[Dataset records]
====================
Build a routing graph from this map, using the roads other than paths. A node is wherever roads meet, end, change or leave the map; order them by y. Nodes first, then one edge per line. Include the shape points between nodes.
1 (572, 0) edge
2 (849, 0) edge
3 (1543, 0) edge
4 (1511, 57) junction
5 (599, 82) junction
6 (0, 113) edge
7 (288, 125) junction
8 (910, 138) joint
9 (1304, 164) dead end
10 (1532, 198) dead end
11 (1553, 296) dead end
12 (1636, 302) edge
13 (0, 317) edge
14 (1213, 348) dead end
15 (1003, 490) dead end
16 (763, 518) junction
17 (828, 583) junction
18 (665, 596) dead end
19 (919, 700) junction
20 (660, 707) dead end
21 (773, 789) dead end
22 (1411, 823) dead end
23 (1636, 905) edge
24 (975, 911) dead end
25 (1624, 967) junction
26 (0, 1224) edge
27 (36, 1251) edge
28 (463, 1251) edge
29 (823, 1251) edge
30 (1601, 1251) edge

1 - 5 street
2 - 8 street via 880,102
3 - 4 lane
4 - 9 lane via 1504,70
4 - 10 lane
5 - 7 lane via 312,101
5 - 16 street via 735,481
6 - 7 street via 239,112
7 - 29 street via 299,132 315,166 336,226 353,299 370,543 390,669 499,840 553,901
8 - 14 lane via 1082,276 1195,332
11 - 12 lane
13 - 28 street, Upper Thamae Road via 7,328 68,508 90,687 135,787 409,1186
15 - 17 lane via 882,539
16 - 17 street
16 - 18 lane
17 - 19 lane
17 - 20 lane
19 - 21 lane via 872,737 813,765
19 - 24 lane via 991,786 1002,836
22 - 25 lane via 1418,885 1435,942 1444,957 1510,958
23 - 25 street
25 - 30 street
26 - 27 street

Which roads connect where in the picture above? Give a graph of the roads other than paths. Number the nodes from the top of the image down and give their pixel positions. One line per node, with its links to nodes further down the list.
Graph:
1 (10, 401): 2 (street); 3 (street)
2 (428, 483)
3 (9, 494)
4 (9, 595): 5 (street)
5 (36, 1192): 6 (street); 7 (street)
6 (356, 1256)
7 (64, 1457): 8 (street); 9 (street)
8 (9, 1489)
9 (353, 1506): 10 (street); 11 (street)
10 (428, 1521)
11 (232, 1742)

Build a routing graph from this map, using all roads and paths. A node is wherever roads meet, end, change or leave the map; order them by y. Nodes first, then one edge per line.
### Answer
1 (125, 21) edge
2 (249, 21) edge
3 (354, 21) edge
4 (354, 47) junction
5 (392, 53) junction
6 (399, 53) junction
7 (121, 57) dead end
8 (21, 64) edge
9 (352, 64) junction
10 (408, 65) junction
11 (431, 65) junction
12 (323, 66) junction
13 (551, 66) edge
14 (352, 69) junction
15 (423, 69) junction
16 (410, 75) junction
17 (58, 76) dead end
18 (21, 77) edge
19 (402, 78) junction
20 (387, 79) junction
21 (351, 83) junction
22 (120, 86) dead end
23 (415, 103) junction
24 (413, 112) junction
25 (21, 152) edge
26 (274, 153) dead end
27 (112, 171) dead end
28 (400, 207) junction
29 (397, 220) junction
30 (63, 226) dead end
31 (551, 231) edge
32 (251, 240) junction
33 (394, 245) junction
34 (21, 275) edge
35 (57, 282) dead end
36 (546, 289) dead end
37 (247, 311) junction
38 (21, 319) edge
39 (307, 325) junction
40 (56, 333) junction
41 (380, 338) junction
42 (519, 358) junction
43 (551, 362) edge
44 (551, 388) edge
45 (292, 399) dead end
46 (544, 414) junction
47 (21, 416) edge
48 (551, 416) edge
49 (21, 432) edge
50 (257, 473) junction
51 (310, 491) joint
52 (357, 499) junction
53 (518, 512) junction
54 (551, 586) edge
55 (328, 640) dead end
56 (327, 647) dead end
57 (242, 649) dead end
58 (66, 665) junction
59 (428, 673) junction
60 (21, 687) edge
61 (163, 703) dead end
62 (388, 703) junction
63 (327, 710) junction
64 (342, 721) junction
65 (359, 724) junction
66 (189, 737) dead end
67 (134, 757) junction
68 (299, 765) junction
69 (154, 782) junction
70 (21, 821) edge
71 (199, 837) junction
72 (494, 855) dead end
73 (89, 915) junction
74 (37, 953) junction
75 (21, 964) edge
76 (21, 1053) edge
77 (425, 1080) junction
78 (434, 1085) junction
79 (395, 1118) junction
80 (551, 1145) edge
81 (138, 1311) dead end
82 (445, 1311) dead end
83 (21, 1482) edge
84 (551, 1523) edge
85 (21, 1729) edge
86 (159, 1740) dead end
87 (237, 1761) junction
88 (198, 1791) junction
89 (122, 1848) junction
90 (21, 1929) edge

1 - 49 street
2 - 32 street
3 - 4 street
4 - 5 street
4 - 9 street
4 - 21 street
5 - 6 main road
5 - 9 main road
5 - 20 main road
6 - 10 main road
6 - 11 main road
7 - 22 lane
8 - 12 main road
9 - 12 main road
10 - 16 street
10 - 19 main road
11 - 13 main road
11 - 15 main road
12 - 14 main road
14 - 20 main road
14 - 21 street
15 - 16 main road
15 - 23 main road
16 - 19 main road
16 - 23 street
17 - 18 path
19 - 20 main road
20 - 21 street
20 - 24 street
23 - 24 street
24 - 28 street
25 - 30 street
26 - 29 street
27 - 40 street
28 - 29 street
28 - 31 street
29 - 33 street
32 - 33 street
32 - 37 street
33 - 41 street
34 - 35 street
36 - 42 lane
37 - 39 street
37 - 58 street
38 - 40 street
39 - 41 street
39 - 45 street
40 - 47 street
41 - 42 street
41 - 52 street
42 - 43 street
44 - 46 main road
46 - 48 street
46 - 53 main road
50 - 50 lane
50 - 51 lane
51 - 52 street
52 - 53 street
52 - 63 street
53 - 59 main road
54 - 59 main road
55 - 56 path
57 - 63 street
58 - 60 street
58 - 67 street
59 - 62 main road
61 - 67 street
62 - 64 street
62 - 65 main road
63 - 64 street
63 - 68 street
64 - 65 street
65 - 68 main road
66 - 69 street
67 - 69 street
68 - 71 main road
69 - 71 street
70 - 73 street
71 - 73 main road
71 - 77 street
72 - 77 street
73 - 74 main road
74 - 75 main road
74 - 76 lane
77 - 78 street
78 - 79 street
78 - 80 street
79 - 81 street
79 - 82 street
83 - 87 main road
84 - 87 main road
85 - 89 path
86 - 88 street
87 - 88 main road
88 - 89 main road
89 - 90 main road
====================
Work to complete: Check each line of the entries above for the string "this", and return those that contain it.

Your solution:
Build a routing graph from this map, using the roads other than paths. A node is wherever roads meet, end, change or leave the map; order them by y. Nodes first, then one edge per line. Include the shape points between nodes.
Build a routing graph from this map, using all roads and paths. A node is wherever roads meet, end, change or leave the map; order them by y. Nodes first, then one edge per line.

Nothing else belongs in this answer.